EXERCISE DIRECTIONS:
Return each record shown below exactly, with none omitted.

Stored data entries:
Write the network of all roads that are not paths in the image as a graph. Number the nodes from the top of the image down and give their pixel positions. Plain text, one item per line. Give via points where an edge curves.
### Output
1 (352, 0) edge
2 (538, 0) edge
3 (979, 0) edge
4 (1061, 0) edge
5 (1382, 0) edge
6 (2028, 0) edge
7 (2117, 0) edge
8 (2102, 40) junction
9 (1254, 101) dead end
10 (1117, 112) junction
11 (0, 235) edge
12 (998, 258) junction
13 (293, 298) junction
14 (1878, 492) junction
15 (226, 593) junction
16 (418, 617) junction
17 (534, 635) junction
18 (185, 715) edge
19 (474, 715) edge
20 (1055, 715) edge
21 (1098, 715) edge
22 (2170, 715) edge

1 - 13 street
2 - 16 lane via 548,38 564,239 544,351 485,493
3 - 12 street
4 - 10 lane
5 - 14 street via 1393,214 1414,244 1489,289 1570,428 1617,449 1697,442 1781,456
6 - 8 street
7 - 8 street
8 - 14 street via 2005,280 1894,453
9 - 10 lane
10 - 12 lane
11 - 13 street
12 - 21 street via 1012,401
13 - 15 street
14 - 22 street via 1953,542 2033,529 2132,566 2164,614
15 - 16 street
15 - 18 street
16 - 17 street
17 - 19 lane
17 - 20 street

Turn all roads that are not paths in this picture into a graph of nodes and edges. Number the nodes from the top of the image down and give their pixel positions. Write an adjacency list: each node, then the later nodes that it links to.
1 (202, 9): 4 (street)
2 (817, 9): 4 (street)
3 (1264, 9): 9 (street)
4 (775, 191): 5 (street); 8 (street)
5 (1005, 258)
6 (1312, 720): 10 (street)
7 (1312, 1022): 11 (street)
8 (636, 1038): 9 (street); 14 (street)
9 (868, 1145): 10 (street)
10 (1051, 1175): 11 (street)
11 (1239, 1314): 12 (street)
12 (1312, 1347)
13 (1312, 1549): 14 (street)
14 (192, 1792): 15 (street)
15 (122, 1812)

SOLUTION TO THE PROBLEM:
Write the network of all roads that are not paths in the image as a graph. Number the nodes from the top of the image down and give their pixel positions. Plain text, one item per line. Give via points where an edge curves.
### Output
1 (352, 0) edge
2 (538, 0) edge
3 (979, 0) edge
4 (1061, 0) edge
5 (1382, 0) edge
6 (2028, 0) edge
7 (2117, 0) edge
8 (2102, 40) junction
9 (1254, 101) dead end
10 (1117, 112) junction
11 (0, 235) edge
12 (998, 258) junction
13 (293, 298) junction
14 (1878, 492) junction
15 (226, 593) junction
16 (418, 617) junction
17 (534, 635) junction
18 (185, 715) edge
19 (474, 715) edge
20 (1055, 715) edge
21 (1098, 715) edge
22 (2170, 715) edge

1 - 13 street
2 - 16 lane via 548,38 564,239 544,351 485,493
3 - 12 street
4 - 10 lane
5 - 14 street via 1393,214 1414,244 1489,289 1570,428 1617,449 1697,442 1781,456
6 - 8 street
7 - 8 street
8 - 14 street via 2005,280 1894,453
9 - 10 lane
10 - 12 lane
11 - 13 street
12 - 21 street via 1012,401
13 - 15 street
14 - 22 street via 1953,542 2033,529 2132,566 2164,614
15 - 16 street
15 - 18 street
16 - 17 street
17 - 19 lane
17 - 20 street

Turn all roads that are not paths in this picture into a graph of nodes and edges. Number the nodes from the top of the image down and give their pixel positions. Write an adjacency list: each node, then the later nodes that it links to.
1 (202, 9): 4 (street)
2 (817, 9): 4 (street)
3 (1264, 9): 9 (street)
4 (775, 191): 5 (street); 8 (street)
5 (1005, 258)
6 (1312, 720): 10 (street)
7 (1312, 1022): 11 (street)
8 (636, 1038): 9 (street); 14 (street)
9 (868, 1145): 10 (street)
10 (1051, 1175): 11 (street)
11 (1239, 1314): 12 (street)
12 (1312, 1347)
13 (1312, 1549): 14 (street)
14 (192, 1792): 15 (street)
15 (122, 1812)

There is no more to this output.